Just a few transistors, resistors, capacitors and induction coils are enough to build electronic circuits that behave in a virtually unpredictable way. Even in such simple systems chaotic oscillations of a complex nature turn out to be not the exception but the norm. In a paper published in the journal Chaos, the researchers present 49 new, unusual chaotic electronic oscillators—not designed but discovered by computer simulations.

“Electronics is usually associated with devices that work precisely and always according to expectations,” said first author Ludovico Minati. “Our research shows a completely different picture. Even in electronic circuits containing only one or two transistors, chaos is ubiquitous! The predictable and always the same reactions of electronic devices that we all use on an everyday basis do not reflect the nature of electronics but the efforts of designers.”

In physics, circuits are said to behave chaotically when even very small changes in input parameters result in large changes in output. Since various types of fluctuations are a natural feature of the world, chaotic systems show an enormous wealth of behaviour—so great that precise prediction of their reactions is very difficult, if not impossible. The circuit can thus seem to be behaving quite randomly, even though in fact its evolution follows a certain complicated pattern.

Chaotic behavior is so complex that to this day there are no methods to effectively design electronic circuits of this type, so Minati and his colleagues approached the problem differently. Instead of building chaotic oscillators from scratch, they decided to discover them.

The structure of the circuits, made up of commercially available components, was mapped as a sequence of 85 bits. In the maximum configuration, the modelled circuits consisted of a power source, two transistors, a resistor and six capacitors or induction coils, all connected in a circuit containing eight nodes.

The strings of bits thus prepared were then subjected to random modifications. The simulations were made on the Cray XD1 supercomputer.

“Our search was blind, in a gigantic space offering 2 to a power of 85 possible combinations, said Minati. “During the simulation, we analyzed more or less two million circuits, so an extremely small area of the available space. Of these, about 2,500 circuits exhibited interesting behavior.” Up to now, it seemed that chaotic oscillators occurred in only a few variants, and that their construction required some effort and an appropriately complex system.

Building Chaotic Oscillators
Physicists analyzed the behavior of the new circuits using SPICE, a program commonly used in the design of electronic circuits. However, in the case of chaotic behaviour, SPICE’s simulation capabilities turned out to be insufficient. So, the 100 most interesting circuits were physically built and tested in the laboratory.
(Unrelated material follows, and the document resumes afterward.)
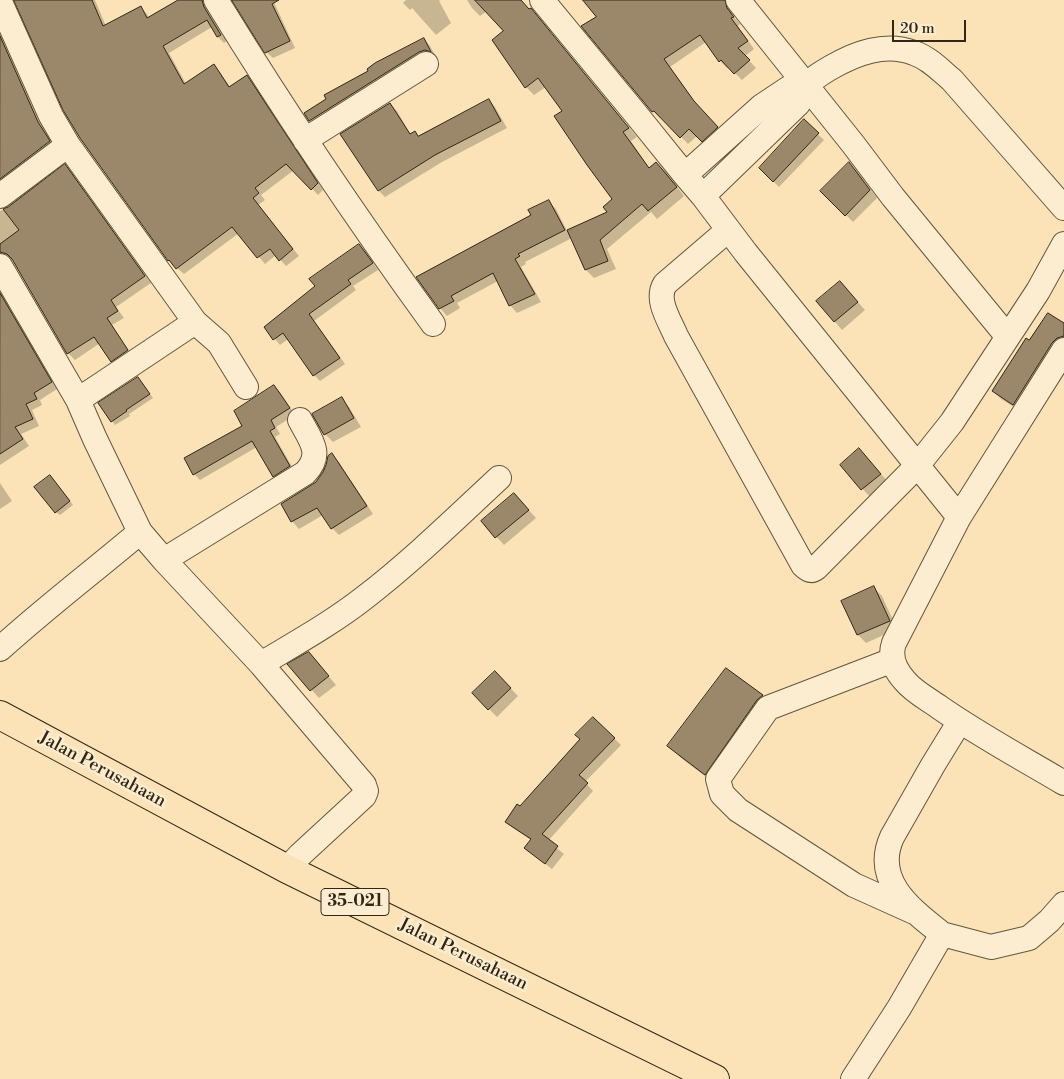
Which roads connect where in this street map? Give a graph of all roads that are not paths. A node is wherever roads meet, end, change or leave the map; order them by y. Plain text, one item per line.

In order to improve the quality of the signals generated during the tests, the researchers had to perform delicate tuning of the component parameters. Eventually, the number of interesting circuits was reduced to 49.

The smallest chaotic oscillator consisted of one transistor, one capacitor, one resistor and two induction coils. Most of the circuits found showed non-trivial, chaotic behaviour with a sometimes astonishing scale of complexity. This complexity can be visualized using special graphs – attractors, geometrically reflecting the nature of changes in the circuit over time. Statistical analyses of the signals generated by the new oscillators did not, however, reveal any traces of two important features found in many self-organizing systems: criticality and multi-fractality.

Chaotic voltage changes are common even for electronic circuits made up of only several elements. In the top left corner is a diagram of the simplest chaotic oscillator found by physicists from IFJ PAN in Cracow. On the right, a series of pulses showing a great resemblance to neural activity, generated by one of the newly discovered circuits. In the lower row several so-called attractors, illustrating the complexity of behaviour of the new circuits. (Image courtesy of IFJ PAN.)

Chaotic voltage changes are common even for electronic circuits made up of only several elements. In the top left corner is a diagram of the simplest chaotic oscillator found by physicists from IFJ PAN in Cracow. On the right, a series of pulses showing a great resemblance to neural activity, generated by one of the newly discovered circuits. In the lower row several so-called attractors, illustrating the complexity of behaviour of the new circuits. (Image courtesy of IFJ PAN.)

“We could talk about multi-fractality if different portions of the voltage variation diagram, magnified in different places in different ways, revealed changes similar to the original characteristics,” said physics professor Stanislaw Drozdz. “In turn, we would be dealing with criticality if the circuit was in a state in which it could at any moment switch from regular to chaotic mode or vice versa. We did not notice these phenomena in the examined oscillators.””Critical systems generally have more opportunities for reacting to changes in their own environment,” Drozdz continued. “So it is no wonder that criticality is a phenomenon quite often encountered in nature. A lot points to the fact that a system operating in a critical condition is, for example, the human brain.”

In fact, one of the found oscillators generated voltage spikes resembling stimuli typical for neurons. The similarity of impulses was striking, but not complete.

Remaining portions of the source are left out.